Google conceals keyword source of traffic

Google conceals keyword source of traffic

Although we don’t usually get too “techy” here on the Wax blog, there are some changes from Google that may affect search results. Here Thomas Doane explains those changes and how they might affect your blog or site.  

In order for businesses to be competitive today, they need to have an online presence that spans everything from social media to marketing to search engine optimization (SEO). Knowing what strategies to use and how to use them effectively can mean the difference between a business thriving or failing.

Email marketing has proven to be a reliable, measurable strategy if used effectively and sites that connect users and businesses through the online coupon market have proven to be effective at driving sales for small companies. All forms of marketing, particularly on the Internet, rely on producing measurable results. If an advertiser can’t see exactly how their marketing initiatives are impacting their business, they won’t know how effective their campaigns are or whether they should drop a campaign or extend it. That’s why Google’s recent announcement that it will be encrypting search queries for users signed into their Google accounts is troubling to some observers. The search giant has cited user security as their main motivation for the change, but it will have serious impacts on SEO while Google’s own AdWords pay-per-click (PPC) service won’t be affected at all.

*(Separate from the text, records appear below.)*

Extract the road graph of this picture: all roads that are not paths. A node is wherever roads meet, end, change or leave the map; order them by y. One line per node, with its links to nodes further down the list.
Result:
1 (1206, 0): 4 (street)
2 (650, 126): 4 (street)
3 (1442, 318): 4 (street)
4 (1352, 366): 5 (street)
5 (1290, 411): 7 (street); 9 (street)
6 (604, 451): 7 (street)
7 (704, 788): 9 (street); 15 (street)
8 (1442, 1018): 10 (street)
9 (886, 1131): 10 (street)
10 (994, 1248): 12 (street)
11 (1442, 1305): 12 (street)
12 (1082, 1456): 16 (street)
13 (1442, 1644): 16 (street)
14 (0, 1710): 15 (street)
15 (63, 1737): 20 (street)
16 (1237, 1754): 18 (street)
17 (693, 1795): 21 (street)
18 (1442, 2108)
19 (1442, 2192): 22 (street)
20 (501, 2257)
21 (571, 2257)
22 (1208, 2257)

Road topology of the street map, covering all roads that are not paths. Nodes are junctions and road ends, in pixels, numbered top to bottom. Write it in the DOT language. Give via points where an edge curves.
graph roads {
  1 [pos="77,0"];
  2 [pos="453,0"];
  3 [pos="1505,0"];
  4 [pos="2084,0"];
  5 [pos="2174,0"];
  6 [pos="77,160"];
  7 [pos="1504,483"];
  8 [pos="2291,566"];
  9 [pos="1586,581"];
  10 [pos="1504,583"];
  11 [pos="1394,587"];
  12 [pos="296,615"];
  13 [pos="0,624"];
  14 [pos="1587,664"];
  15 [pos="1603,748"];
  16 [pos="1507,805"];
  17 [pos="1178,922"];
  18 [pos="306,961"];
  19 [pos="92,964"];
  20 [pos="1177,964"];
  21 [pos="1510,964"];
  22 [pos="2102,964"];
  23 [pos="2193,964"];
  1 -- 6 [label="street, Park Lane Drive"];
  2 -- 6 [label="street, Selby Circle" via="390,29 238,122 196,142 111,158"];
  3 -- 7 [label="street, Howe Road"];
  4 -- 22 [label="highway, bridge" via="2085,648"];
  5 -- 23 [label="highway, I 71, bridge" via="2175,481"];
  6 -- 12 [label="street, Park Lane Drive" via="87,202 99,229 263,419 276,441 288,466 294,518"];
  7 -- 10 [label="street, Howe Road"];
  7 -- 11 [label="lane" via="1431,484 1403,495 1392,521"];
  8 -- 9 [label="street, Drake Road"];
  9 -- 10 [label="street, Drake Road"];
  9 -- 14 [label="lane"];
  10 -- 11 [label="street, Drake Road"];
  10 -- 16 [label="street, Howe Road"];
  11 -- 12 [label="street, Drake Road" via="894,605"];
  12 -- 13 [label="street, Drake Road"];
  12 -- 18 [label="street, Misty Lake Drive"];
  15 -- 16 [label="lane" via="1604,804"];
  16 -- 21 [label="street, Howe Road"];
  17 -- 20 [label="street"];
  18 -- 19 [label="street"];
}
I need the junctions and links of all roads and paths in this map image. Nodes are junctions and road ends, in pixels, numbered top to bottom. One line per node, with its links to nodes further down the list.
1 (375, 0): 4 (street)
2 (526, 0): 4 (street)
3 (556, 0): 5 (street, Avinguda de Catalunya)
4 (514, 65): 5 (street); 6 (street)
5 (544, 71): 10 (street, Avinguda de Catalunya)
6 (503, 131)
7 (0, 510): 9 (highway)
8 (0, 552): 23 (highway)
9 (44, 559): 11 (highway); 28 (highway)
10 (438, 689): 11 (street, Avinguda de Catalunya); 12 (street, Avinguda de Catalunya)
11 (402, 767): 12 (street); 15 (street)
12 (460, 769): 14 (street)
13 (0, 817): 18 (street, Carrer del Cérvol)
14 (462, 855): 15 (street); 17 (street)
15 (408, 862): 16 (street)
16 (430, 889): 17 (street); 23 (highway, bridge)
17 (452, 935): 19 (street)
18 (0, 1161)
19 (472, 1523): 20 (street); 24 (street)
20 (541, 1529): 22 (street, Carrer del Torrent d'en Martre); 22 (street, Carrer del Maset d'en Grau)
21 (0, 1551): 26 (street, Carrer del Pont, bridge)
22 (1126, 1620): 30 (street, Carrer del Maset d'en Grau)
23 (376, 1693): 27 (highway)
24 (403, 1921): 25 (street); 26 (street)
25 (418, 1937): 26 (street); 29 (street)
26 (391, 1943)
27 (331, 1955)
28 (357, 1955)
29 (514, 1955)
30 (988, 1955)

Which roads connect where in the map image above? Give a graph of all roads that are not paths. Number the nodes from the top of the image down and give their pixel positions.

Users Will Have More Secure Results

The whole reason Google is doing any of this is for the security of its users. It’s possible that Google fears that someone will discover a way to trace potentially sensitive search information back to specific users or use the search engine’s lack of encryption to infect users’ machines or access features of their Google account. Also of note is that some countries censor Internet traffic, particularly on Google. If Google were to encrypt the search data for those countries, it may allow people in those countries to perform searches freely and protect them from possible punitive measures by their governments. For now only users signed into the Google accounts or those deliberately visiting are affected, but it’s likely that Google will roll out the encryption to more users as time goes on.

SEO Data Collection Will Be Hampered

Though only 1% of searches will allegedly be affected, the loss of data for SEO efforts could have a large impact. The overall methods of on-page SEO won’t be affected. Sites will still need to produce quality content, have a clear user interface and generally construct their site to appeal to users and their interests. Targeting specific keywords, however, will be hampered, especially as more and more people sign up for Google accounts and remain signed in. Because companies will no longer be able to see exactly what search phrases are bringing users to their site, their ability to determine which keywords to target and which SEO campaigns have the greatest return will be hampered. They will still be able to see the overall pictures and Google will still provide a list of the top 1000 search terms that bring users to their site, but further SEO efforts will be less accurate.

PPC Campaigns Won’t be Affected

Google won’t be providing specific keyword data to websites that show up in organic search listings, but it will continue providing the same data to users of Google’s own ad network, AdSense. Because Google provides this service for a fee, the company feels that its customers need to be able to access this data. If advertisers could no longer see specific results for their campaigns many of them would likely scale back their PPC efforts and focus elsewhere. Further, the ability to see exactly what keywords will produce their ads can help them refine their campaigns, enabling them to better target longtail keywords.


Some have lambasted Google’s decision to deny keyword data on organic results but provide that data for PPC saying that the search engine is encouraging companies to switch from paying for SEO campaigns to paying for AdSense ads. In the end, though, the use of PPC and SEO are necessary for any well-balanced Internet marketing initiative.